● **Your instructions**: Please copy every line from the records below that contains the string "roads".
________________
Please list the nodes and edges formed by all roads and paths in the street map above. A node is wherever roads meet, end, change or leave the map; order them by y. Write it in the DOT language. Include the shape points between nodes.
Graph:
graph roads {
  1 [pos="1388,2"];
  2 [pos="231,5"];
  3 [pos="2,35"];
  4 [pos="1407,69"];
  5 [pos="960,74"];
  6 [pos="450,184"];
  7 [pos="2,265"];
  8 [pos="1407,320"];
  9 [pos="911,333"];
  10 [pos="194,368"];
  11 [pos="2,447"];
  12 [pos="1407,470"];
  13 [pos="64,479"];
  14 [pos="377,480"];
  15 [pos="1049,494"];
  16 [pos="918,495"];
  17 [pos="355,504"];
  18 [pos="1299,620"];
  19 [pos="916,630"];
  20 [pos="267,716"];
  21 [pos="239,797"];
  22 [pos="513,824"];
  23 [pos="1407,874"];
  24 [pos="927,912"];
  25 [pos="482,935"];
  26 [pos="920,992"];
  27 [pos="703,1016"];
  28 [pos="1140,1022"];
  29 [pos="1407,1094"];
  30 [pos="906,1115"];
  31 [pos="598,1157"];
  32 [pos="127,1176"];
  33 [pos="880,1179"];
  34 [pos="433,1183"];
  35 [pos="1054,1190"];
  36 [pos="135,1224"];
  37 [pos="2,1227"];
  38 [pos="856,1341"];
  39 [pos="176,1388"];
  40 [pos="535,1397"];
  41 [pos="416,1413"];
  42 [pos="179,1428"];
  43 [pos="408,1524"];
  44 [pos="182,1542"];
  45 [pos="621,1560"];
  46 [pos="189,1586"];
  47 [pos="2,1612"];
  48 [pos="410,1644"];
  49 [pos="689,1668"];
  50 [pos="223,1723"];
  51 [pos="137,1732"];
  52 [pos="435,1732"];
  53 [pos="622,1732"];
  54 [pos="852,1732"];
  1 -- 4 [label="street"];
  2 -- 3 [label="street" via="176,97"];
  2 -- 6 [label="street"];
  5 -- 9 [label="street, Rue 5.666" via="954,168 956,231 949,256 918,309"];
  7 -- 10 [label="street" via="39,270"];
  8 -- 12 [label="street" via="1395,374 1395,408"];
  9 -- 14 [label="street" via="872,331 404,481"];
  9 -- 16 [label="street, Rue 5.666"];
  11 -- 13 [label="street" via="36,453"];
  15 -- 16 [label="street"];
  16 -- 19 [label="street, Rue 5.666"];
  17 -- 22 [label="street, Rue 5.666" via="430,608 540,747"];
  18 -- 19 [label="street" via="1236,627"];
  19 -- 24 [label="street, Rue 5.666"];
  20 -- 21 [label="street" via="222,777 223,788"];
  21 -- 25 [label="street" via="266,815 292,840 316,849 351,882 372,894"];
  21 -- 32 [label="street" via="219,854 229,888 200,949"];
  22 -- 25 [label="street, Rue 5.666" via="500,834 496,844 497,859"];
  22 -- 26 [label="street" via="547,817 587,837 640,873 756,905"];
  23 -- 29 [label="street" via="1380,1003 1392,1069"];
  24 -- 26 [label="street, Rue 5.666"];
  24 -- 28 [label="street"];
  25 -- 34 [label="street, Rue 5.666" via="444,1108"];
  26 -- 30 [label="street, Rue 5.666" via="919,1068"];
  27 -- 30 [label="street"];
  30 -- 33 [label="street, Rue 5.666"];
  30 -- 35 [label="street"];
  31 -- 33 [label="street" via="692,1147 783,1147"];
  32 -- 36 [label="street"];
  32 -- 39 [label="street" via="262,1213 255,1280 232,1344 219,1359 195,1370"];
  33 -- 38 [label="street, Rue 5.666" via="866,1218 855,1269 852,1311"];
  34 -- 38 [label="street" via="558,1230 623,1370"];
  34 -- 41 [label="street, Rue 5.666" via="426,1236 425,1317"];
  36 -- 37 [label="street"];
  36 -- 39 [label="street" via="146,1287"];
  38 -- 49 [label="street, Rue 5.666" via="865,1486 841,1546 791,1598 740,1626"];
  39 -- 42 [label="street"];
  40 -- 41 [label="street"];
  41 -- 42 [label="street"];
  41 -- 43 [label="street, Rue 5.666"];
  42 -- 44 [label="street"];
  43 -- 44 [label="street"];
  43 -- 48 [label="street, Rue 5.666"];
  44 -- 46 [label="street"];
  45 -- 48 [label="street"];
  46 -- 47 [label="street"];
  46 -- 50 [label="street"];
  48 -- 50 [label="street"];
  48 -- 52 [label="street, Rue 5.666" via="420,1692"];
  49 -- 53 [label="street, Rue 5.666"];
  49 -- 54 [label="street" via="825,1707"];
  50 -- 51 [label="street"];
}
________________
● **Result for this exercise**:
Please list the nodes and edges formed by all roads and paths in the street map above. A node is wherever roads meet, end, change or leave the map; order them by y. Write it in the DOT language. Include the shape points between nodes.
graph roads {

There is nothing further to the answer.